The first job needed to be done is to urgently reconstitute the Committee which has been given the task of going into the Bill already introduced in the Rajya Sabha. The reconstitution is necessary as the Committee's tenure ended with the dissolution of the previous Lok Sabha.
    
The reconstituted Committee will have to deliberate on the issue and submit its report to Parliament to enable it to complete the process within 100 days in office of the new government, sources said. The earlier Committee headed by senior Congress MP E M Sudarshana Natchiappan had done all necessary spadework by holding discussions with several political parties and chief ministers of seven states in a bid to reach a consensus on the issue on which few political parties had some reservation.
    
The Manmohan Singh government had made passage of the Bill in Parliament as one of the priority items on which it
has promised to initiate action within the first 100 days.

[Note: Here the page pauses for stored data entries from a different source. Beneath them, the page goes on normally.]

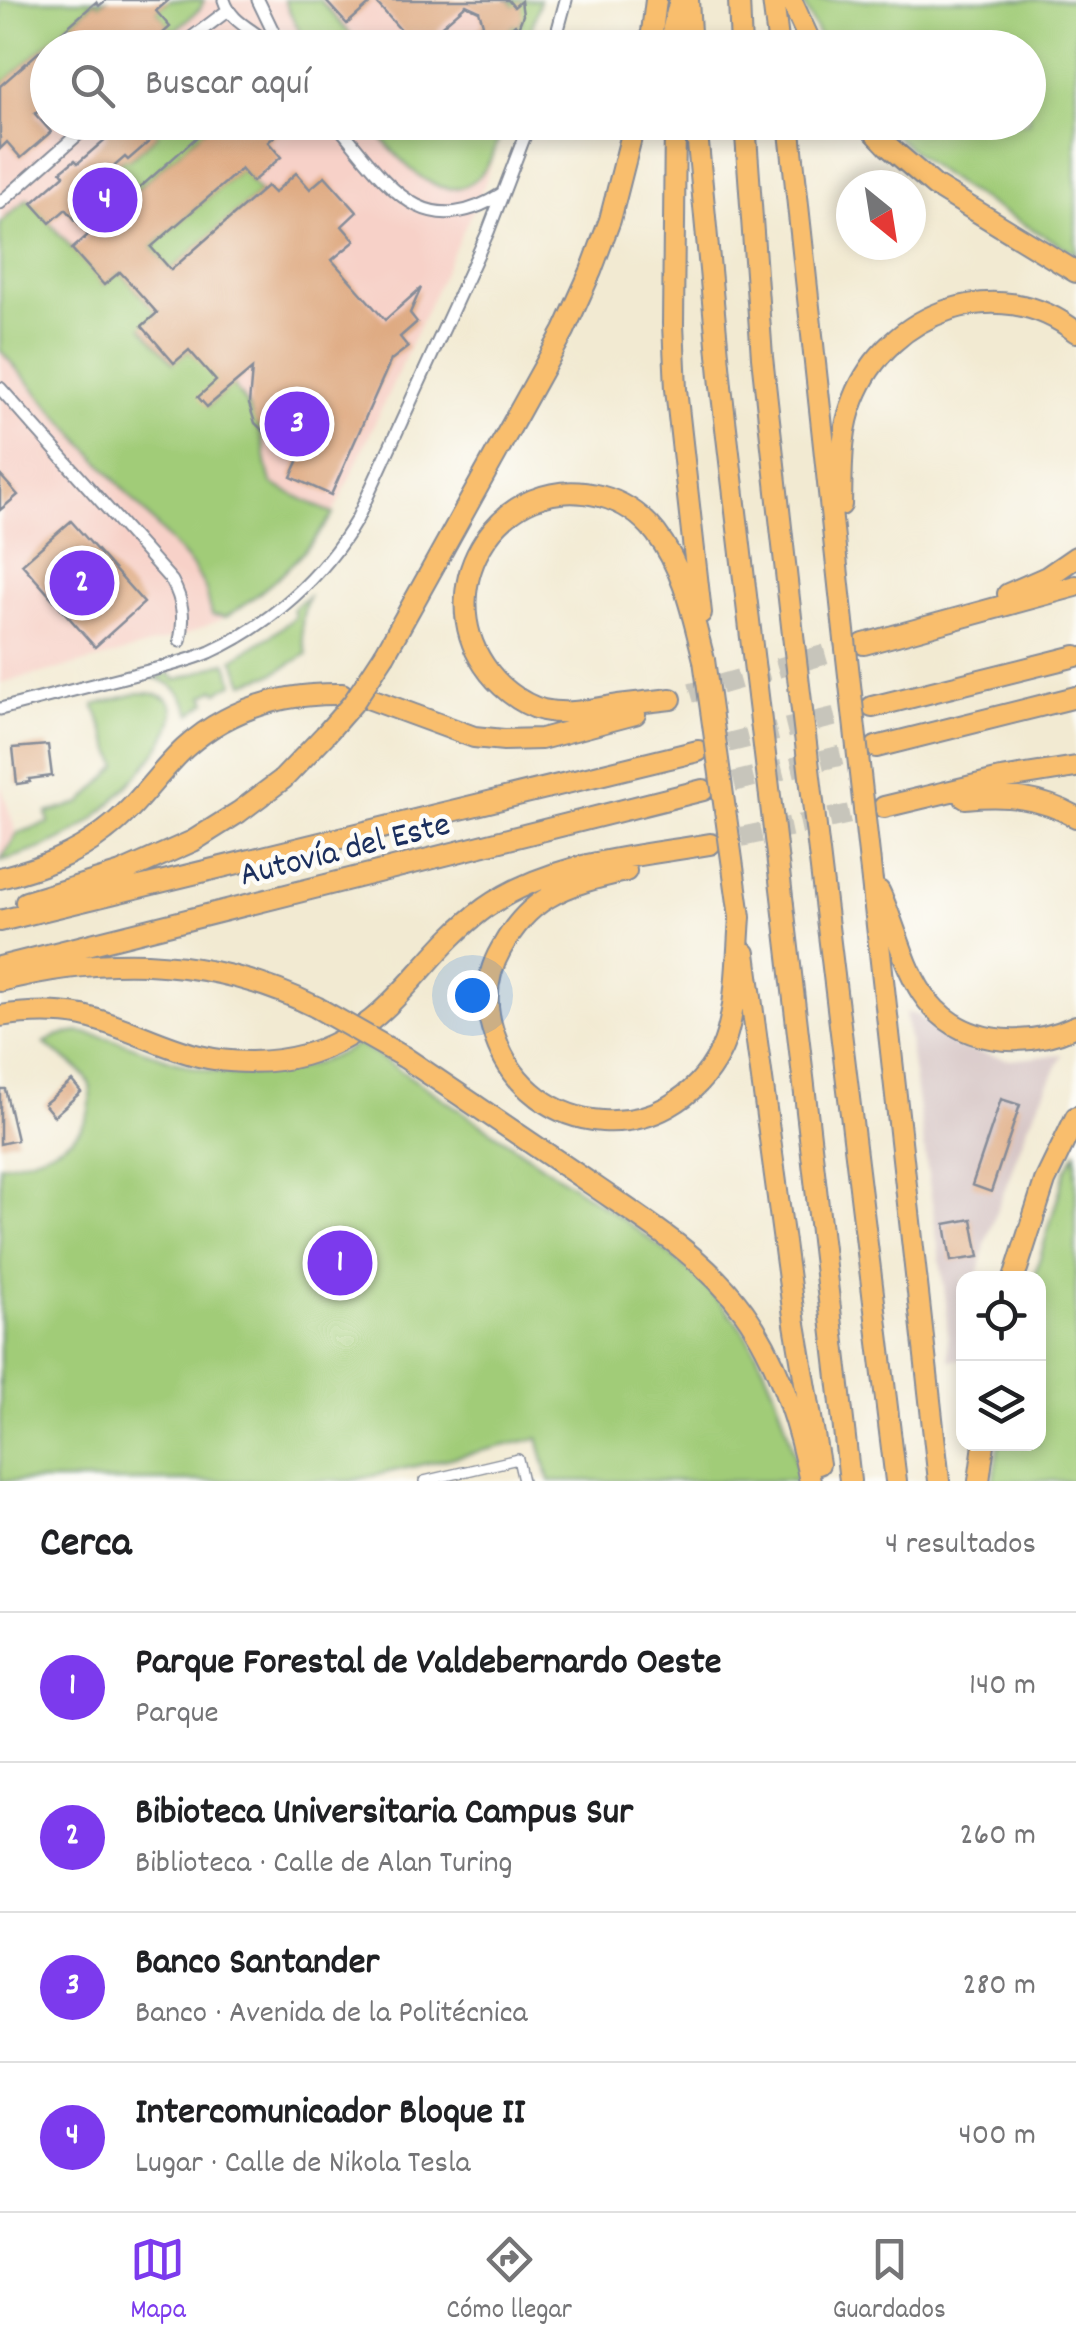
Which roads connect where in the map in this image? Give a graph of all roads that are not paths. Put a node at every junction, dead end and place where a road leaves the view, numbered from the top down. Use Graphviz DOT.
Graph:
graph roads {
  1 [pos="258,0"];
  2 [pos="566,0"];
  3 [pos="656,0"];
  4 [pos="680,0"];
  5 [pos="688,0"];
  6 [pos="739,0"];
  7 [pos="772,0"];
  8 [pos="791,0"];
  9 [pos="225,5"];
  10 [pos="198,30"];
  11 [pos="252,30"];
  12 [pos="272,30"];
  13 [pos="558,30"];
  14 [pos="652,30"];
  15 [pos="673,30"];
  16 [pos="690,30"];
  17 [pos="740,30"];
  18 [pos="776,30"];
  19 [pos="805,30"];
  20 [pos="72,140"];
  21 [pos="350,140"];
  22 [pos="523,140"];
  23 [pos="630,140"];
  24 [pos="675,140"];
  25 [pos="698,140"];
  26 [pos="746,140"];
  27 [pos="790,140"];
  28 [pos="882,140"];
  29 [pos="504,193"];
  30 [pos="0,204"];
  31 [pos="1076,272"];
  32 [pos="1076,332"];
  33 [pos="0,388"];
  34 [pos="1076,557"];
  35 [pos="1076,586"];
  36 [pos="843,622"];
  37 [pos="933,623"];
  38 [pos="180,642"];
  39 [pos="864,644"];
  40 [pos="1076,656"];
  41 [pos="704,660"];
  42 [pos="342,694"];
  43 [pos="1076,697"];
  44 [pos="368,698"];
  45 [pos="872,707"];
  46 [pos="0,709"];
  47 [pos="876,747"];
  48 [pos="698,750"];
  49 [pos="1076,767"];
  50 [pos="704,790"];
  51 [pos="908,802"];
  52 [pos="884,807"];
  53 [pos="1076,817"];
  54 [pos="0,878"];
  55 [pos="872,881"];
  56 [pos="740,916"];
  57 [pos="0,918"];
  58 [pos="0,967"];
  59 [pos="0,981"];
  60 [pos="0,1016"];
  61 [pos="1076,1026"];
  62 [pos="1076,1116"];
  63 [pos="1076,1129"];
  64 [pos="1045,1181"];
  65 [pos="1016,1271"];
  66 [pos="983,1451"];
  67 [pos="424,1481"];
  68 [pos="523,1481"];
  69 [pos="810,1481"];
  70 [pos="822,1481"];
  71 [pos="850,1481"];
  72 [pos="896,1481"];
  73 [pos="939,1481"];
  74 [pos="979,1481"];
  1 -- 12 [label="street"];
  2 -- 13 [label="street"];
  3 -- 14 [label="highway"];
  4 -- 15 [label="highway"];
  5 -- 16 [label="highway"];
  6 -- 17 [label="highway"];
  7 -- 18 [label="highway"];
  8 -- 19 [label="highway"];
  9 -- 10 [label="street"];
  9 -- 11 [label="street"];
  20 -- 30 [label="street"];
  21 -- 29 [label="street"];
  22 -- 29 [label="street"];
  23 -- 57 [label="highway, bridge"];
  24 -- 41 [label="highway"];
  25 -- 71 [label="highway, bridge"];
  26 -- 72 [label="highway, bridge"];
  27 -- 36 [label="highway"];
  28 -- 31 [label="highway"];
  29 -- 46 [label="street"];
  32 -- 36 [label="highway"];
  33 -- 38 [label="street"];
  34 -- 37 [label="highway"];
  35 -- 37 [label="highway"];
  36 -- 55 [label="highway, bridge"];
  37 -- 39 [label="highway"];
  40 -- 45 [label="highway"];
  41 -- 44 [label="highway"];
  41 -- 56 [label="highway, bridge"];
  42 -- 54 [label="highway"];
  43 -- 47 [label="highway"];
  48 -- 57 [label="highway, Autovía del Este"];
  49 -- 51 [label="highway"];
  50 -- 58 [label="highway, Autovía del Este"];
  51 -- 52 [label="highway"];
  51 -- 53 [label="highway"];
  55 -- 61 [label="highway"];
  55 -- 73 [label="highway"];
  56 -- 60 [label="highway"];
  56 -- 70 [label="highway"];
  59 -- 69 [label="highway, bridge"];
  62 -- 64 [label="highway"];
  63 -- 64 [label="highway"];
  64 -- 65 [label="highway"];
  66 -- 74 [label="highway"];
  67 -- 68 [label="street"];
}
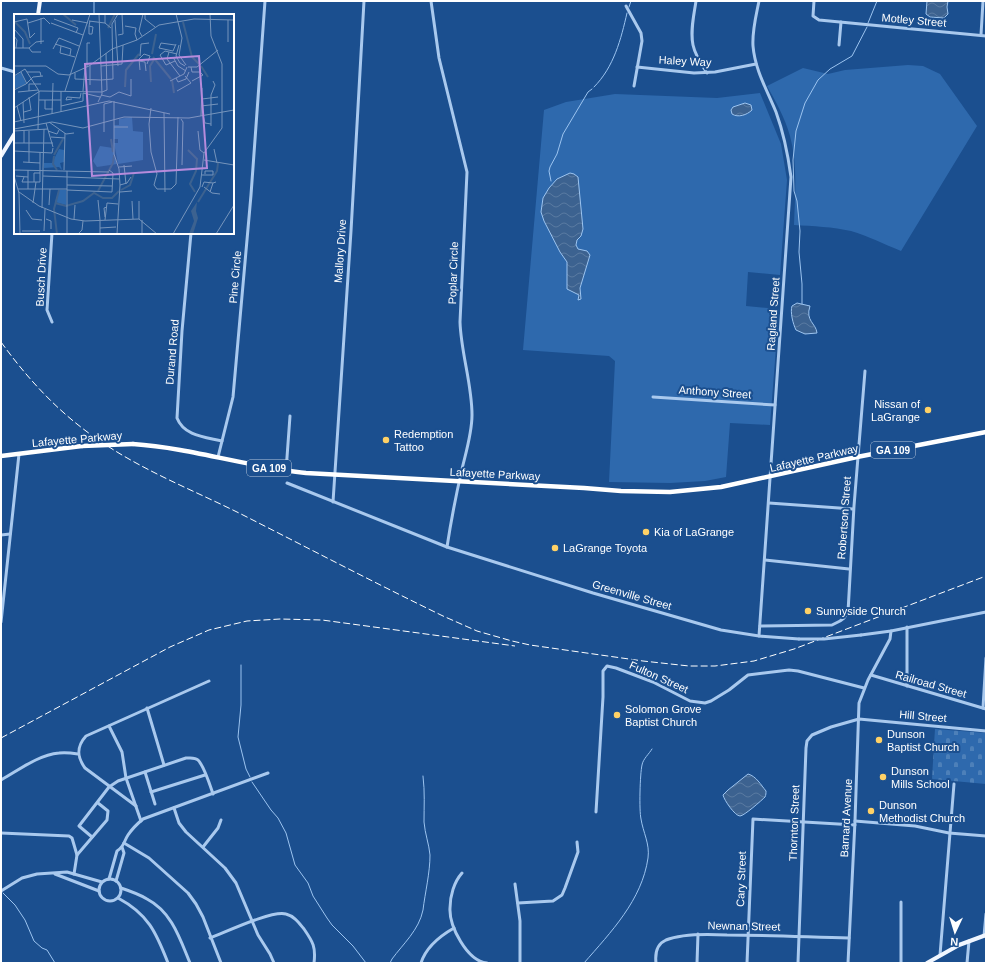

The Committee also had discussions with chief secretaries as the Bill has to go for ratification in the assemblies after its passage in Parliament. "Since 90 per cent of the work is complete, there is every possibility for finalising the report by the reconstituted committee at the earliest," the sources said.
    
Senior Bharatiya Janata Party leader Najma Heptullah, Congress leader Jayanti Natarajan and Communist Party of India-Marxist leader Brinda Karat, who are staunch supporters of the Bill aimed at providing 33 per cent reservation to women in Lok Sabha and state legislatures, have been members of the earlier committee.
    
Leader of Opposition in the Rajya Sabha, Arun Jaitley said that BJP would stand behind the government in the passage
of the Bill, which has been pending for a decade, in the first 100 days of the new government.
"If this Bill is brought and passed within 100 days, the credibility of Indian politics itself will go up," he said.
    
The Bill has remained stalled due to resistance from some parties which are opposed to it in its present form and want
quota within quota. The
Samajwadi Party said though it was not opposed to reservation of seats in Parliament for women, it was against the present format of the Bill.
    
The Rashtriya Janata Dal and Janata Dal-United are also among the parties that share such a view and JD-U chief Sharad Yadav went to the extent of threatening to commit suicide on the floor of the House if the Bill was passed.